Historically, Western biomedicine’s predominantly positivist paradigm has favored objective or quantitative information over subjective or qualitative information, such as patients’ reports of their experiences.30 This epistemological focus can be seen in how tools are developed and administered to assess dimensions of clinical functioning based on the assumption that universal knowledge of objective facts is both possible and preferable. This assumption can be useful for capturing some kinds of quantitative data, such as lab values and certain functional measures, but patients’ experiences and knowledge claims are also valuable and increasingly recognized as such in health care.
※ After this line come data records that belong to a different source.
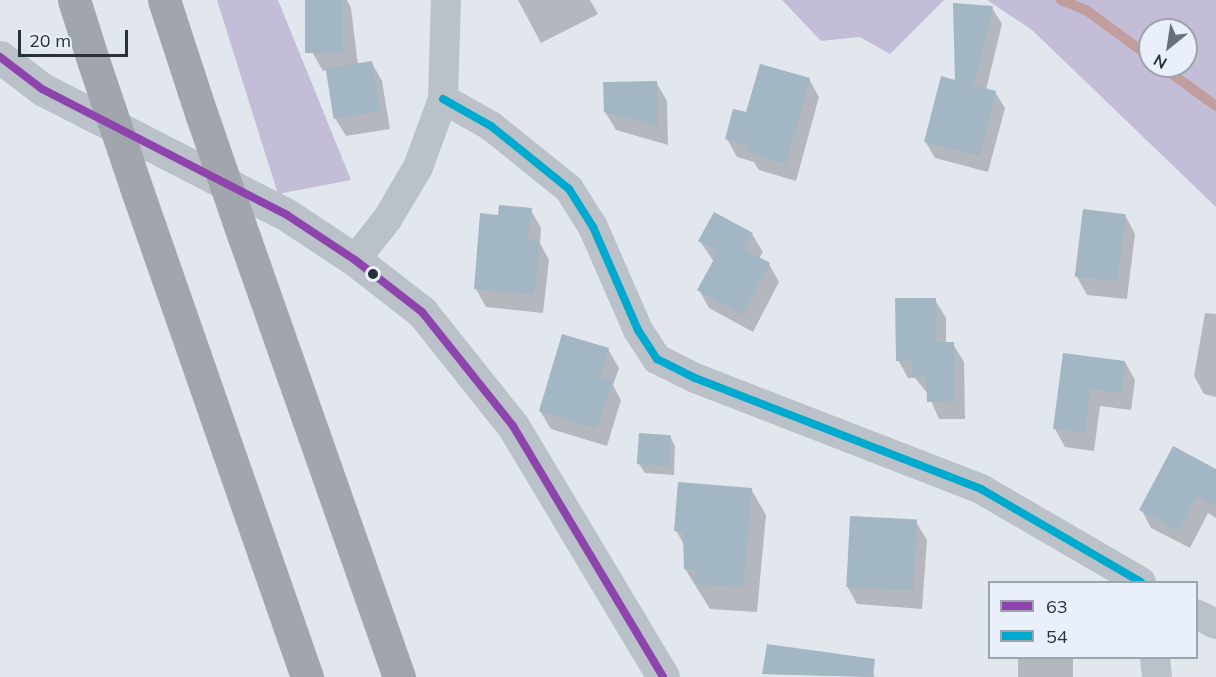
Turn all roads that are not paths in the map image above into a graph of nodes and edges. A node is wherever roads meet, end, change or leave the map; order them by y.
1 (74, 0) edge
2 (164, 0) edge
3 (446, 0) edge
4 (0, 57) edge
5 (443, 99) junction
6 (355, 260) junction
7 (1139, 581) edge
8 (1198, 615) edge
9 (1216, 624) edge
10 (1155, 659) edge
11 (307, 677) edge
12 (399, 677) edge
13 (663, 677) edge
14 (1157, 677) edge

1 - 11 highway, bridge
2 - 12 highway, bridge
3 - 5 street
4 - 6 street
5 - 6 street
5 - 7 street
6 - 13 street
8 - 9 street
10 - 14 street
As FT programs consider how best to integrate patients’ lived experiences in definitions of QoL and in setting parameters for QoL assessment, particularly with regard to standardization of measures, the field should consider how best to account for variation and to avoid the pitfalls of privileging some ways of knowing over others. For instance, because demographic differences among patient populations can influence perceptions of QoL, the FT field will need to determine how such variations should be accommodated or accounted for when validating assessment tools. Traditional approaches to validating standardized tools might not be feasible given the small number of FT candidates and recipients. Moreover, developing validated measures of certain dimensions of patients’ lived experiences might not be an appropriate goal. Qualitative research with persons with severe facial disfigurement, FT candidates, and FT recipients can illuminate patients’ lived experiences and help identify dimensions of QoL that are most relevant and meaningful to potential FT candidates and recipients.
Collaboration is Key
FT programs’ willingness to collaborate is key to meaningful assessment of QoL. Given that each FT procedure is unique and that few procedures are performed, programs should commit to sharing outcomes data and approaches to QoL assessment and monitoring to ensure ethical and sustainable progression of the field.28 The Organ Procurement and Transplantation Network encourages data reporting for VCA procedures,31 which include FT; this encouragement is a step toward the collaboration and transparency that is needed to advance the field of FT. The Chauvet Workgroup also has considered standardization of psychosocial assessment for VCA, including measures of QoL,5 and reported preliminary findings for upper extremity transplantation.5,32 The field of FT must integrate multiple epistemological stances and include a range of experiences to ensure that QoL assessment captures data that are meaningful and useful for FT programs, payers, candidates, and recipients.
References
- Rifkin WJ, Kantar RS, Ali-Khan S, et al. Facial disfigurement and identity: a review of the literature and implications for facial transplantation. AMA J Ethics. 2018;20(4):309-323.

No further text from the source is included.